The rw_sem is held to protect the callback pointer.

[  193.096713]  cxl_cper_work_fn+0x7c/0xb0
[  193.096808]  process_one_work+0x1f4/0x500
[  193.096891]  worker_thread+0x1f0/0x3f0
[  193.096971]  kthread+0x110/0x120
[  193.097052]  ret_from_fork+0x10/0x20

So I'm not sure how to fix this or if we even want to.

We could try and release locks before calling the tracepoint but that looks
very fiddly and would require ghes.c to be able to see more of the
CXL tracepoint infrastructure which isn't great.

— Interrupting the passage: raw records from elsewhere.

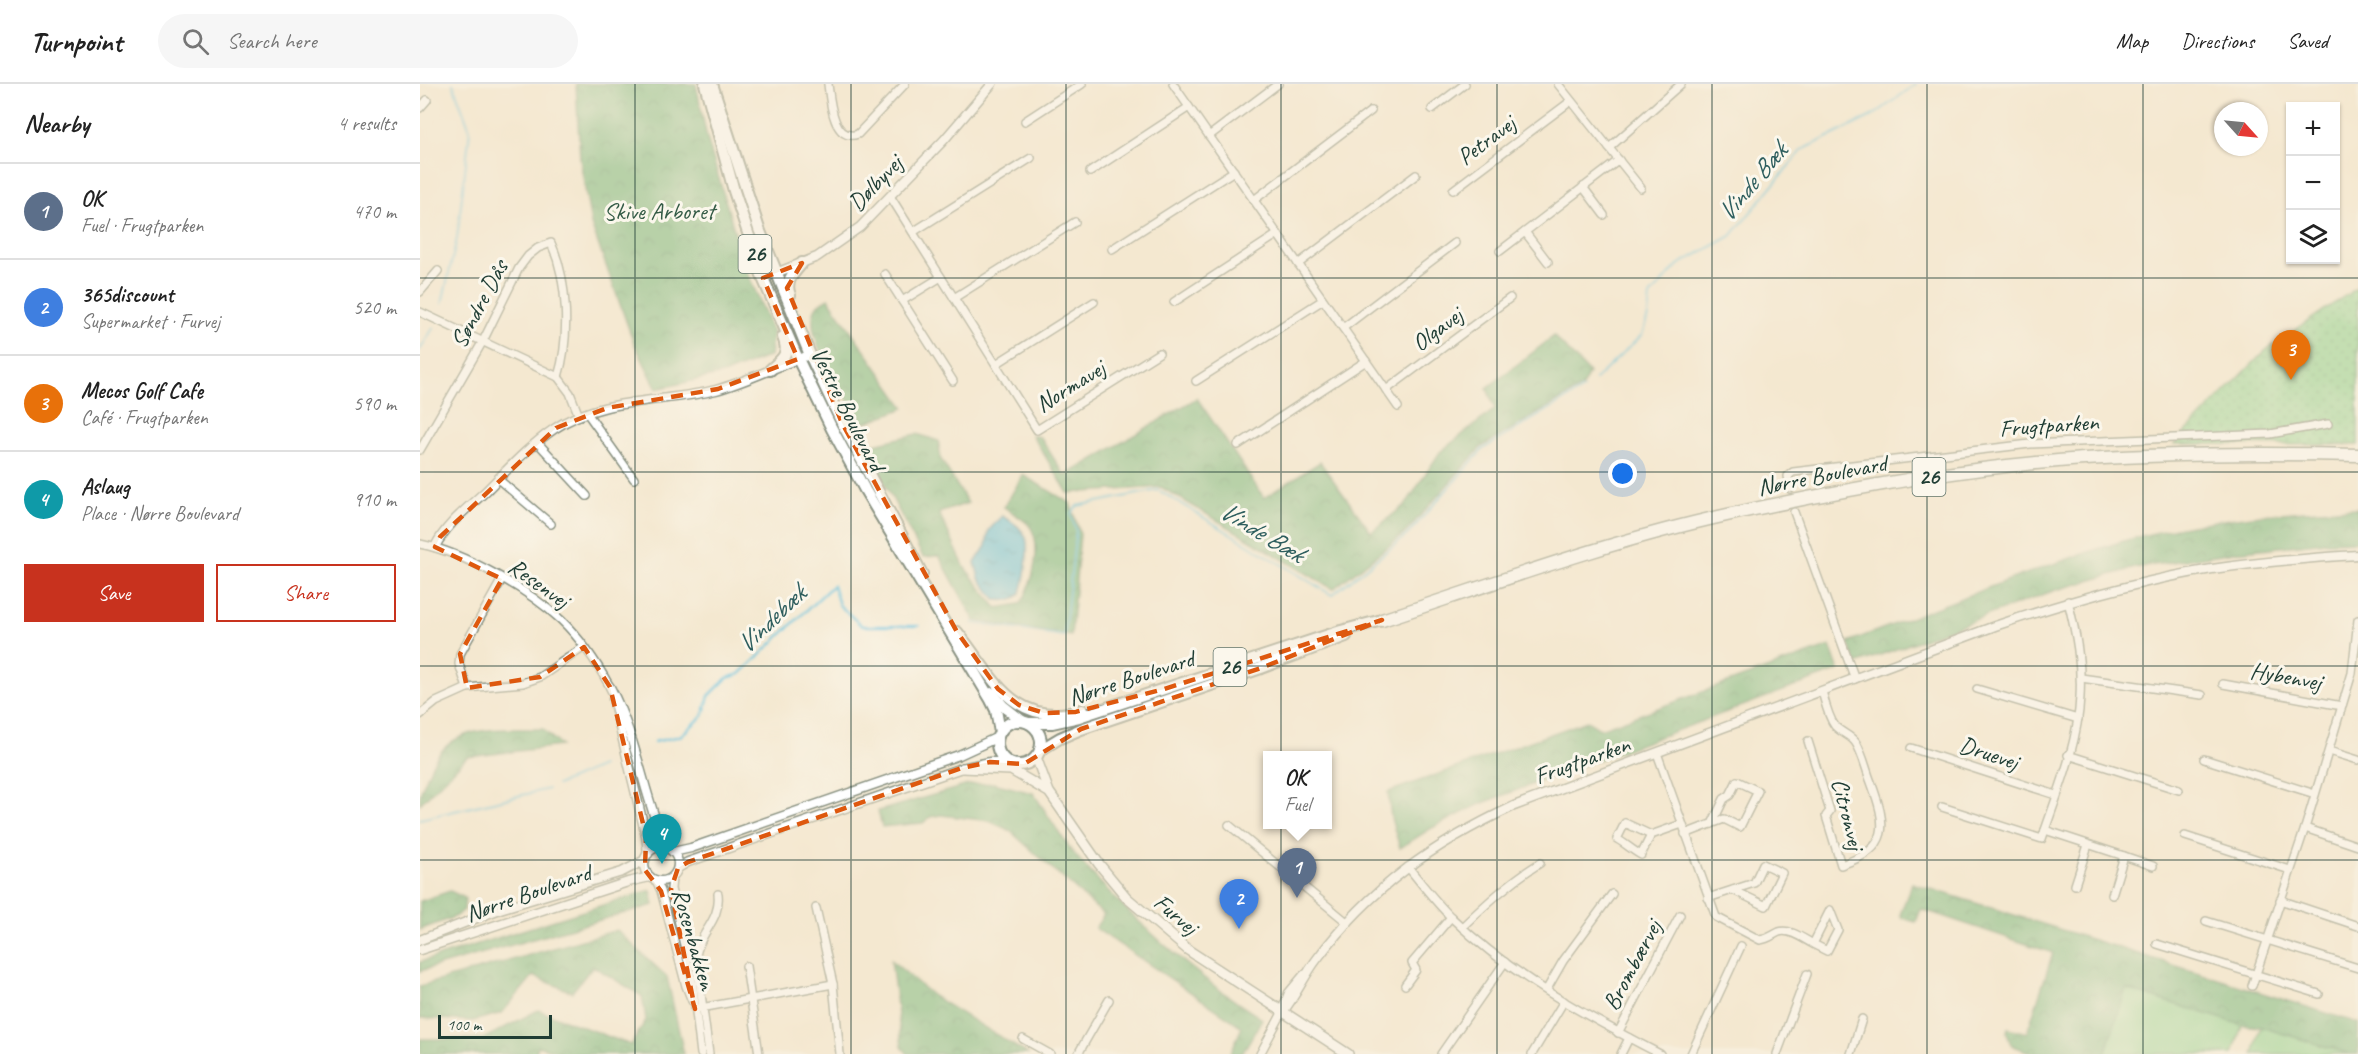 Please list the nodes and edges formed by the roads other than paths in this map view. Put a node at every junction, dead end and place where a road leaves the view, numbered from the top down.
1 (705, 84) edge
2 (712, 84) edge
3 (828, 84) edge
4 (905, 84) edge
5 (992, 84) edge
6 (1082, 84) edge
7 (1173, 84) edge
8 (1278, 84) edge
9 (1466, 84) edge
10 (1681, 84) edge
11 (1562, 85) edge
12 (427, 100) dead end
13 (1571, 101) junction
14 (1189, 107) junction
15 (420, 108) edge
16 (1432, 109) dead end
17 (1371, 111) dead end
18 (1025, 121) dead end
19 (1209, 136) junction
20 (1609, 148) junction
21 (1031, 158) dead end
22 (1618, 160) junction
23 (1234, 171) junction
24 (1090, 172) dead end
25 (1416, 175) dead end
26 (1583, 188) junction
27 (1641, 188) dead end
28 (1453, 190) dead end
29 (890, 196) junction
30 (1254, 200) junction
31 (1604, 215) dead end
32 (1075, 222) dead end
33 (913, 232) junction
34 (1525, 232) junction
35 (1278, 234) junction
36 (1455, 243) dead end
37 (1112, 249) dead end
38 (1500, 251) dead end
39 (1548, 262) dead end
40 (802, 263) junction
41 (1298, 264) junction
42 (438, 271) dead end
43 (776, 273) junction
44 (885, 274) dead end
45 (941, 277) junction
46 (763, 278) junction
47 (769, 291) junction
48 (420, 292) edge
49 (954, 298) junction
50 (1510, 298) dead end
51 (1323, 300) junction
52 (902, 301) junction
53 (1094, 302) dead end
54 (1174, 302) dead end
55 (420, 312) edge
56 (1343, 328) junction
57 (483, 341) junction
58 (1159, 353) dead end
59 (810, 355) junction
60 (798, 359) junction
61 (1366, 361) junction
62 (996, 364) junction
63 (770, 370) junction
64 (558, 377) junction
65 (821, 379) junction
66 (952, 381) dead end
67 (1196, 381) dead end
68 (1386, 390) junction
69 (1398, 407) dead end
70 (583, 415) junction
71 (2328, 424) dead end
72 (537, 442) junction
73 (1238, 445) dead end
74 (420, 450) edge
75 (2358, 455) edge
76 (498, 479) junction
77 (634, 479) dead end
78 (1790, 489) dead end
79 (587, 496) dead end
80 (1794, 512) dead end
81 (551, 524) dead end
82 (420, 544) edge
83 (435, 547) junction
84 (2358, 555) edge
85 (502, 579) junction
86 (2068, 602) junction
87 (1382, 620) junction
88 (2358, 620) edge
89 (957, 632) junction
90 (584, 647) junction
91 (2355, 674) edge
92 (2081, 678) junction
93 (1856, 679) junction
94 (2223, 684) dead end
95 (467, 687) junction
96 (610, 687) junction
97 (1164, 689) junction
98 (1977, 689) dead end
99 (1822, 691) junction
100 (2202, 695) dead end
101 (2342, 706) junction
102 (420, 715) edge
103 (2078, 719) junction
104 (1026, 722) junction
105 (999, 734) junction
106 (1808, 741) dead end
107 (1911, 748) dead end
108 (2329, 751) junction
109 (1657, 753) junction
110 (1038, 754) junction
111 (2068, 755) junction
112 (2204, 759) dead end
113 (2358, 760) edge
114 (1013, 764) junction
115 (962, 768) junction
116 (1047, 789) junction
117 (2179, 790) dead end
118 (2315, 794) junction
119 (2056, 795) junction
120 (1942, 807) dead end
121 (1682, 824) junction
122 (1712, 824) junction
123 (1229, 825) dead end
124 (2305, 828) junction
125 (2045, 830) junction
126 (1686, 834) junction
127 (1651, 835) junction
128 (2185, 836) dead end
129 (2088, 845) junction
130 (2358, 846) edge
131 (669, 850) junction
132 (2124, 856) junction
133 (647, 857) junction
134 (1540, 863) dead end
135 (2153, 866) dead end
136 (1408, 867) junction
137 (678, 868) junction
138 (2290, 870) junction
139 (672, 878) junction
140 (653, 879) junction
141 (2074, 885) dead end
142 (1733, 890) junction
143 (718, 894) dead end
144 (1612, 894) dead end
145 (2112, 895) dead end
146 (1708, 898) junction
147 (2280, 900) junction
148 (816, 908) dead end
149 (1680, 915) dead end
150 (1451, 917) junction
151 (2206, 921) dead end
152 (1348, 923) junction
153 (2358, 926) edge
154 (1462, 927) junction
155 (2268, 939) junction
156 (420, 940) edge
157 (1813, 944) junction
158 (2157, 944) dead end
159 (1741, 946) dead end
160 (420, 950) edge
161 (1505, 962) junction
162 (746, 966) dead end
163 (2358, 968) edge
164 (1806, 974) dead end
165 (2256, 974) junction
166 (833, 984) junction
167 (1405, 985) dead end
168 (2252, 986) dead end
169 (1546, 989) junction
170 (2319, 994) dead end
171 (752, 998) junction
172 (1109, 1000) dead end
173 (1564, 1001) junction
174 (703, 1008) junction
175 (695, 1009) junction
176 (1282, 1013) junction
177 (1862, 1019) dead end
178 (1618, 1033) junction
179 (1629, 1038) junction
180 (1023, 1039) dead end
181 (701, 1054) edge
182 (708, 1054) edge
183 (759, 1054) edge
184 (840, 1054) edge
185 (1050, 1054) edge
186 (1078, 1054) edge
187 (1260, 1054) edge
188 (1348, 1054) edge
189 (1441, 1054) edge
190 (1532, 1054) edge
191 (1621, 1054) edge
192 (1660, 1054) edge
193 (1691, 1054) edge
194 (1777, 1054) edge
195 (1851, 1054) edge

1 - 46 main road, Vestre Boulevard / 26
2 - 43 main road, Vestre Boulevard / 26
3 - 4 street
5 - 29 street, Dølbyvej
6 - 18 street
7 - 14 street
8 - 19 street
9 - 16 street
10 - 20 street
11 - 13 street
12 - 15 street
13 - 20 street
13 - 28 street, Petravej
14 - 19 street
14 - 24 street
17 - 30 street
19 - 23 street
20 - 22 street
21 - 33 street
22 - 26 street
22 - 27 street
23 - 30 street
23 - 37 street
25 - 41 street
26 - 31 street
26 - 34 street
29 - 33 street, Normavej
29 - 40 street, Dølbyvej
30 - 35 street
32 - 49 street
33 - 45 street, Normavej
34 - 38 street
34 - 39 street
35 - 41 street
35 - 54 street
36 - 56 street
40 - 43 street, Dølbyvej
40 - 65 main road
41 - 51 street
42 - 48 street
43 - 46 street, Dølbyvej
43 - 59 main road, Vestre Boulevard / 26
44 - 52 street
45 - 49 street, Normavej
45 - 52 street
46 - 47 main road, Vestre Boulevard / 26
47 - 60 main road, Vestre Boulevard / 26
47 - 63 main road
49 - 62 street, Normavej
50 - 68 street, Olgavej
51 - 56 street
51 - 67 street
52 - 66 street
53 - 62 street
55 - 57 street
56 - 61 street
57 - 64 street
57 - 64 street, Søndre Dås
57 - 74 street, Søndre Dås
58 - 62 street, Normavej
59 - 60 street
59 - 65 main road, Vestre Boulevard / 26
60 - 63 street
60 - 105 main road, Vestre Boulevard / 26
61 - 68 street
61 - 73 street
63 - 70 street
64 - 70 street
65 - 89 main road, Vestre Boulevard / 26
68 - 69 street
70 - 72 street
70 - 77 street
71 - 78 street, Frugtparken
72 - 76 street
72 - 79 street
75 - 87 highway, Nørre Boulevard / 26
76 - 81 street
76 - 83 street
80 - 93 street
82 - 83 street, Resenvej
83 - 85 street, Resenvej
84 - 86 street, Frugtparken
85 - 90 street, Resenvej
85 - 95 street
86 - 92 street
86 - 93 street, Frugtparken
87 - 97 main road, Nørre Boulevard / 26
87 - 110 main road, Nørre Boulevard / 26
88 - 91 street, Hybenvej
89 - 97 main road, 26
89 - 104 main road, Vestre Boulevard / 26
90 - 95 street
90 - 96 street, Resenvej
91 - 101 street, Hybenvej
92 - 100 street
92 - 103 street
93 - 99 street, Frugtparken
94 - 101 street, Hybenvej
95 - 102 street
96 - 131 street, Resenvej
96 - 133 street, Resenvej
97 - 104 main road, Nørre Boulevard / 26
98 - 103 street
99 - 106 street, Citronvej
99 - 109 street, Frugtparken
101 - 108 street, Hybenvej
103 - 111 street
104 - 105 main road, 26
104 - 110 main road, 26
105 - 114 main road, 26
105 - 131 street
107 - 119 street, Druevej
108 - 113 street
108 - 118 street, Hybenvej
109 - 121 street
109 - 136 street, Frugtparken
110 - 114 main road, 26
110 - 116 main road, Furvej
111 - 117 street
111 - 119 street
112 - 118 street
114 - 115 street
114 - 116 main road, Furvej
115 - 116 main road
115 - 137 street
116 - 176 main road, Furvej
118 - 124 street, Hybenvej
119 - 125 street
120 - 125 street
121 - 126 street
121 - 127 street
122 - 122 street
122 - 126 street
123 - 152 street
124 - 130 street
124 - 138 street, Hybenvej
125 - 129 street
126 - 146 street
127 - 127 street
128 - 138 street
129 - 132 street
129 - 141 street
131 - 133 street
131 - 137 street
132 - 135 street
132 - 145 street
133 - 140 street
133 - 156 street, Nørre Boulevard
134 - 154 street
136 - 150 street, Brombærvej
136 - 152 street, Frugtparken
137 - 139 street
138 - 147 street, Hybenvej
139 - 140 street
139 - 175 street, Rosenbakken
140 - 160 street, Nørre Boulevard
140 - 175 street, Rosenbakken
142 - 142 street
142 - 146 street
143 - 174 street
144 - 169 street
146 - 157 street
147 - 153 street
147 - 155 street, Hybenvej
148 - 166 street
149 - 178 street, Brombærvej
150 - 154 street, Brombærvej
150 - 167 street
151 - 155 street
152 - 176 street, Frugtparken
154 - 161 street, Brombærvej
155 - 163 street
155 - 165 street, Hybenvej
157 - 157 street
158 - 165 street
159 - 193 street
161 - 169 street, Brombærvej
161 - 189 street
162 - 171 street
164 - 194 street
165 - 168 street, Hybenvej
165 - 170 street
166 - 171 street
166 - 184 street
169 - 173 street, Brombærvej
171 - 174 street
171 - 183 street
172 - 186 street
173 - 178 street, Brombærvej
173 - 190 street, Brombærvej
174 - 175 street
174 - 182 street
175 - 181 street, Rosenbakken
176 - 187 street
176 - 188 main road, Furvej
177 - 195 street
178 - 179 street, Brombærvej
179 - 191 street, Brombærvej
179 - 192 street, Brombærvej
180 - 185 street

Just because I was feeling cheeky I did a quick test with following.
I have a sneaky suspicion this won't got down well even though it 'fixes'
our issue...  My google fu / lore search terms are failing to find
much previous discussion of this.

diff --git a/kernel/trace/trace.c b/kernel/trace/trace.c
index 9ff8a439d674..7ee45f22f56f 100644
--- a/kernel/trace/trace.c
+++ b/kernel/trace/trace.c
@@ -2957,7 +2957,7 @@ static void output_printk(struct trace_event_buffer *fbuffer)
        iter->ent = fbuffer->entry;
        event_call->event.funcs->trace(iter, 0, event);
        trace_seq_putc(&iter->seq, 0);
-       printk("%s", iter->seq.buffer);
+       printk_deferred("%s", iter->seq.buffer);

        raw_spin_unlock_irqrestore(&tracepoint_iter_lock, flags);
 }

My assumption is similar views will apply here to Peter Zijlstra's comment on
not using printk_deferred.

https://lore.kernel.org/all/20231010141244.GM377@noisy.programming.kicks-ass.net/

Note I also tried the hacks Peter links to from there. They trip issues in the initial
CPER print - so I assume not appropriate here.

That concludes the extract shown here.